Lilies is short—too short by far—and each track is a brief reminiscence of Zahn’s recent trip. “Ten Hours”—the time it takes to fly from Berlin to Tokyo—hums with the vocal activity of the airport as a harpsichord plucks out a winsome ode, a resonating melody that speaks of the oxymoronic anticipation exhaustion that pervades the traveling experience. “Passage to Nagoya” shuffles and rattles around a woman’s voice as she announces the approaching destination. A single drone is suspended in space while the drum kit slouches around underfoot and velvet pads stroke the foreground. It’s a moment of interrupted time—that last two minutes before you arrive at your destination when you’ve gotten your affairs settled and you are doing nothing but watching the scenery and letting the motion of the train lull you. You can become rejuvenated in just two minutes. Zahn knows.

There are snatches of voices scattered throughout Lilies, bursts of Japanese that chatter through the ambience and the gorgeous melodies. Field recordings of the city streets swirl around the drum pads, and there is a miniscule layer of distortion and the echo of static that laces some of the instrumentation like dust motes caught in the late afternoon light. “Cry Osaka Cry” captures the early twilight across the city, the shivering metallic percussion like a spindrift of luminescence cascading down on the slow shadows on the streets.

“Tokyo Ghost Stories” is haunted by a spectral echo that has been layered by reflection off of so many hard city surfaces that it sounds like the voice of the city and not just the gentle cooing of a single lost girl. The shuffling beat patterns of “Cry Osaka Cry” and “Passage to Nagoya” pursue this voice, trying to discern its source. Like so much of Lilies, “Tokyo Ghost Stories” is a love song to the metropolis, a burnished memory kept alive by lambent melody and delicate percussion.

And are we to take the title of “Goodbye Forever” seriously?

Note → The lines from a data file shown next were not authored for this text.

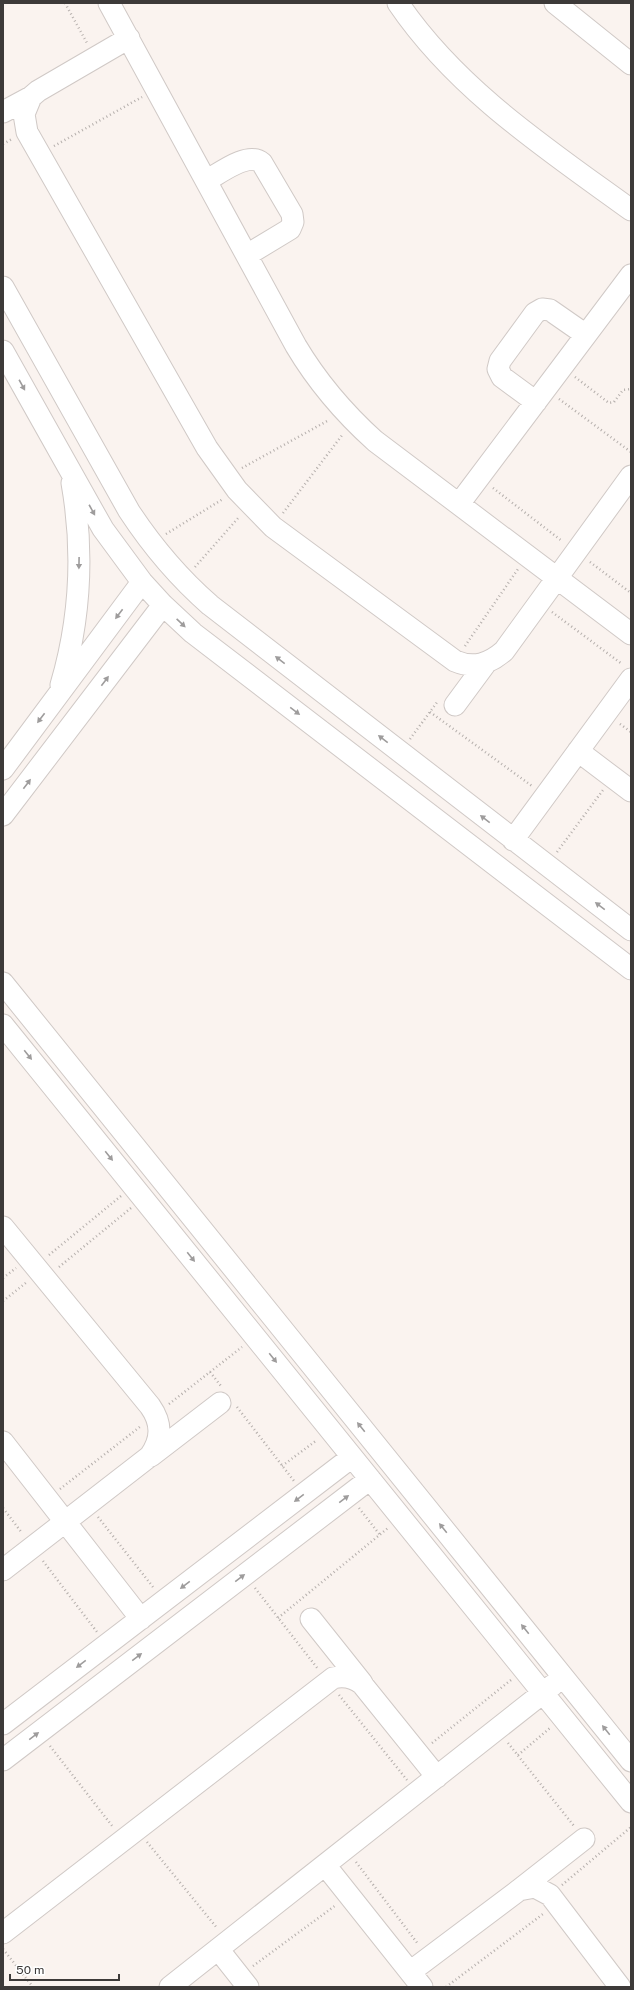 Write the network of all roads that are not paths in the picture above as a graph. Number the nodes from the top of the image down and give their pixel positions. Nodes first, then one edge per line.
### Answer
1 (109, 3) edge
2 (398, 3) edge
3 (555, 3) edge
4 (129, 38) junction
5 (631, 64) edge
6 (31, 97) junction
7 (3, 112) edge
8 (206, 181) junction
9 (631, 210) edge
10 (247, 255) junction
11 (631, 275) edge
12 (3, 287) edge
13 (586, 335) junction
14 (3, 351) edge
15 (540, 395) junction
16 (69, 469) junction
17 (631, 476) edge
18 (459, 504) junction
19 (556, 578) junction
20 (142, 582) junction
21 (163, 606) junction
22 (631, 634) edge
23 (486, 663) junction
24 (628, 672) edge
25 (58, 696) junction
26 (447, 703) road end
27 (578, 751) junction
28 (3, 769) edge
29 (631, 791) edge
30 (3, 816) edge
31 (512, 840) junction
32 (631, 930) edge
33 (631, 969) edge
34 (3, 983) edge
35 (3, 1025) edge
36 (3, 1227) edge
37 (226, 1398) road end
38 (3, 1442) edge
39 (150, 1456) junction
40 (352, 1457) junction
41 (370, 1479) junction
42 (65, 1522) junction
43 (3, 1570) edge
44 (141, 1619) junction
45 (311, 1619) dead end
46 (564, 1677) junction
47 (362, 1684) junction
48 (543, 1693) junction
49 (3, 1724) edge
50 (3, 1760) edge
51 (631, 1760) edge
52 (438, 1777) junction
53 (631, 1802) edge
54 (584, 1839) road end
55 (325, 1865) junction
56 (519, 1890) junction
57 (3, 1933) edge
58 (223, 1945) junction
59 (416, 1980) edge
60 (244, 1982) edge
61 (170, 1987) edge
62 (620, 1987) edge

1 - 4 street
2 - 9 street
3 - 5 street
4 - 6 street
4 - 8 street
6 - 7 street
6 - 23 street
8 - 10 street
8 - 10 street
10 - 18 street
11 - 13 street
31 -> 12 street
13 - 15 street
13 - 15 street
14 -> 16 street
15 - 18 street
16 -> 20 street
16 -> 25 street
17 - 19 street
18 - 19 street
19 - 22 street
19 - 23 street
20 - 21 street
20 -> 25 street
30 -> 21 street
21 -> 33 street
23 - 26 street
24 - 27 street
25 -> 28 street
27 - 29 street
27 - 31 street
32 -> 31 street
46 -> 34 street
35 -> 40 street
36 - 39 street
37 - 39 street
38 - 42 street
39 - 42 street
40 - 41 street
40 -> 44 street
41 - 48 street
50 -> 41 street
42 - 43 street
42 - 44 street
44 -> 49 street
45 - 47 street
46 - 48 street
51 -> 46 street
47 - 52 street
47 - 57 street
48 - 52 street
48 - 53 street
52 - 55 street
54 - 56 street
55 - 58 street
55 - 59 street
56 - 59 street
56 - 62 street
58 - 60 street
58 - 61 street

The last track of Lilies is a piece for solo piano against a backdrop of shimmering tones and drones with echoes from a distant chamber orchestra, and it plays like the last exchange between old friends about to part for a long time. Is this it, then? I hope not. Arovane records are dazzling ambient concoctions that imprint themselves like the lost lullabies of innocence in our tired and cynical brains. As a travelogue, Lilies is a musical postcard written by a traveler who, upon returning home, realizes he misses the magical place he just came from. Let’s hope that it isn’t the last we hear from Uwe Zahn and Arovane. Highly recommended.

Lilies is out now on City Centre Offices.